THE PROBLEM: Each line of the records needs to be written out exactly, with any image left out.

EXERCISE MATERIAL:
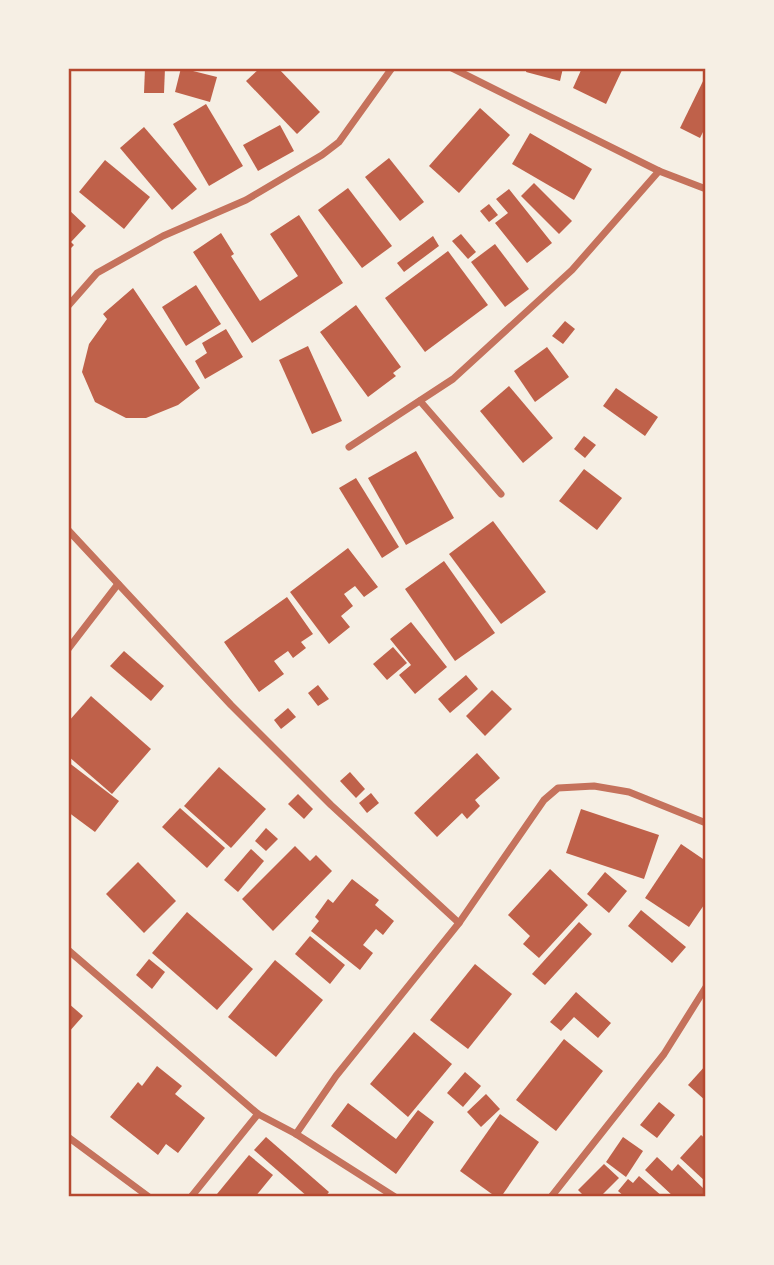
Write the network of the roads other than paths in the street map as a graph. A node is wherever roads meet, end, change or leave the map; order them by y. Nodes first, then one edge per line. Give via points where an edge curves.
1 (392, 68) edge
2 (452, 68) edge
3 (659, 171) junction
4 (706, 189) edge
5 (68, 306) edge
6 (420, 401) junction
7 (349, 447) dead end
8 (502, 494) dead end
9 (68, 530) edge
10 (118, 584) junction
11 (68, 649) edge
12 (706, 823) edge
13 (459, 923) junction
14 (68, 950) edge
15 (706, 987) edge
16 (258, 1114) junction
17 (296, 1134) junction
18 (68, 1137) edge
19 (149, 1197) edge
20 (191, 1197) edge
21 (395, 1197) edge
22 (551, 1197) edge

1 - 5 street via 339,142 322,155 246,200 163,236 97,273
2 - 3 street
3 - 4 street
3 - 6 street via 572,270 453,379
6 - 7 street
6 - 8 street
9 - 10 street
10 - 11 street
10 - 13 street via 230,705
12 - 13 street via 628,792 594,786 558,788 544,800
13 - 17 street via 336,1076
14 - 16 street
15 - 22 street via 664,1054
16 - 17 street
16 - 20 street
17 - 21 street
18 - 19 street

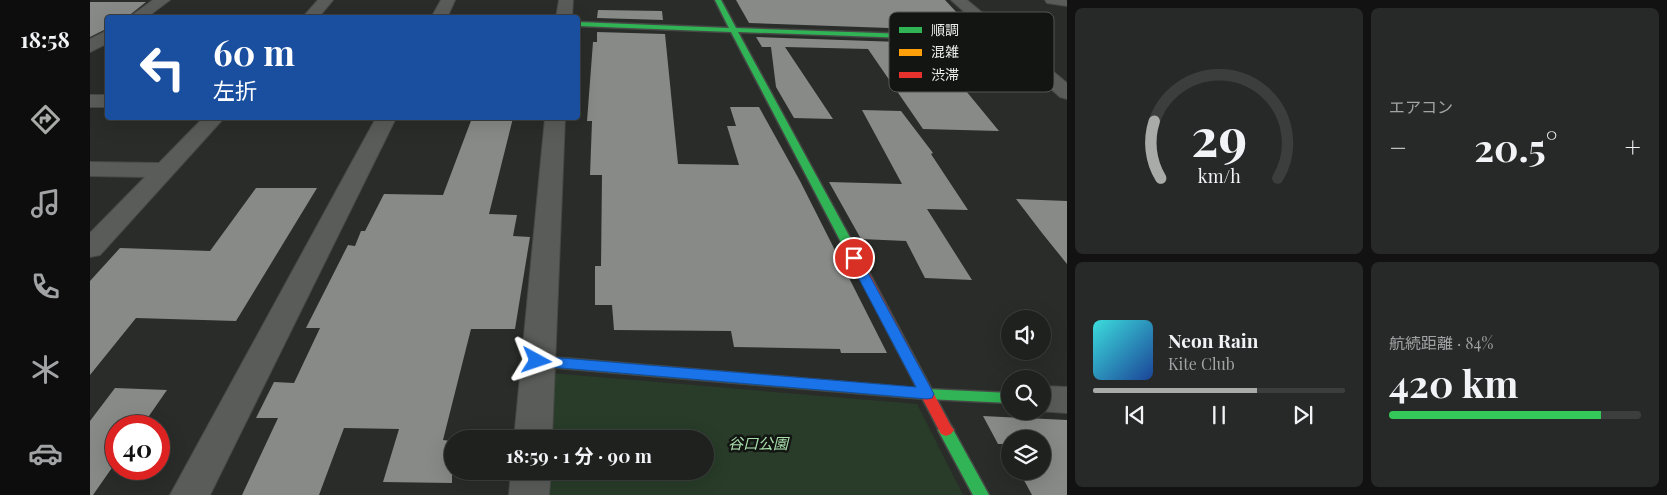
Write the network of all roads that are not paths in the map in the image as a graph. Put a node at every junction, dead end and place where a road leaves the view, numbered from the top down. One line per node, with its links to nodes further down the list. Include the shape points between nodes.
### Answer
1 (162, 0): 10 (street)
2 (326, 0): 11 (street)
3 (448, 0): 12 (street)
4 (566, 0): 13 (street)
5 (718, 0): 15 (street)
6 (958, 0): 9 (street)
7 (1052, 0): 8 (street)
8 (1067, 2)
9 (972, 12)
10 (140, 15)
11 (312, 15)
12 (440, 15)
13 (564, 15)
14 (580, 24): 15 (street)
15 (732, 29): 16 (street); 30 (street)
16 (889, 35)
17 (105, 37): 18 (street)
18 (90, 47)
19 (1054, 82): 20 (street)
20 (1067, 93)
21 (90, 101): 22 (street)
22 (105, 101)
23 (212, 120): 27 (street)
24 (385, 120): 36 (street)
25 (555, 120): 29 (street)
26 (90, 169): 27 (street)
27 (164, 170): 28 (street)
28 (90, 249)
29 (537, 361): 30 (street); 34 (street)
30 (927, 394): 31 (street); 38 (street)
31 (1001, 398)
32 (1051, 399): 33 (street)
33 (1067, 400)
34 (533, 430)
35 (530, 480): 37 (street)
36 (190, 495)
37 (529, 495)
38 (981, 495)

RESULT OF THE TASK:
Write the network of the roads other than paths in the street map as a graph. A node is wherever roads meet, end, change or leave the map; order them by y. Nodes first, then one edge per line. Give via points where an edge curves.
1 (392, 68) edge
2 (452, 68) edge
3 (659, 171) junction
4 (706, 189) edge
5 (68, 306) edge
6 (420, 401) junction
7 (349, 447) dead end
8 (502, 494) dead end
9 (68, 530) edge
10 (118, 584) junction
11 (68, 649) edge
12 (706, 823) edge
13 (459, 923) junction
14 (68, 950) edge
15 (706, 987) edge
16 (258, 1114) junction
17 (296, 1134) junction
18 (68, 1137) edge
19 (149, 1197) edge
20 (191, 1197) edge
21 (395, 1197) edge
22 (551, 1197) edge

1 - 5 street via 339,142 322,155 246,200 163,236 97,273
2 - 3 street
3 - 4 street
3 - 6 street via 572,270 453,379
6 - 7 street
6 - 8 street
9 - 10 street
10 - 11 street
10 - 13 street via 230,705
12 - 13 street via 628,792 594,786 558,788 544,800
13 - 17 street via 336,1076
14 - 16 street
15 - 22 street via 664,1054
16 - 17 street
16 - 20 street
17 - 21 street
18 - 19 street

Write the network of all roads that are not paths in the map in the image as a graph. Put a node at every junction, dead end and place where a road leaves the view, numbered from the top down. One line per node, with its links to nodes further down the list. Include the shape points between nodes.
### Answer
1 (162, 0): 10 (street)
2 (326, 0): 11 (street)
3 (448, 0): 12 (street)
4 (566, 0): 13 (street)
5 (718, 0): 15 (street)
6 (958, 0): 9 (street)
7 (1052, 0): 8 (street)
8 (1067, 2)
9 (972, 12)
10 (140, 15)
11 (312, 15)
12 (440, 15)
13 (564, 15)
14 (580, 24): 15 (street)
15 (732, 29): 16 (street); 30 (street)
16 (889, 35)
17 (105, 37): 18 (street)
18 (90, 47)
19 (1054, 82): 20 (street)
20 (1067, 93)
21 (90, 101): 22 (street)
22 (105, 101)
23 (212, 120): 27 (street)
24 (385, 120): 36 (street)
25 (555, 120): 29 (street)
26 (90, 169): 27 (street)
27 (164, 170): 28 (street)
28 (90, 249)
29 (537, 361): 30 (street); 34 (street)
30 (927, 394): 31 (street); 38 (street)
31 (1001, 398)
32 (1051, 399): 33 (street)
33 (1067, 400)
34 (533, 430)
35 (530, 480): 37 (street)
36 (190, 495)
37 (529, 495)
38 (981, 495)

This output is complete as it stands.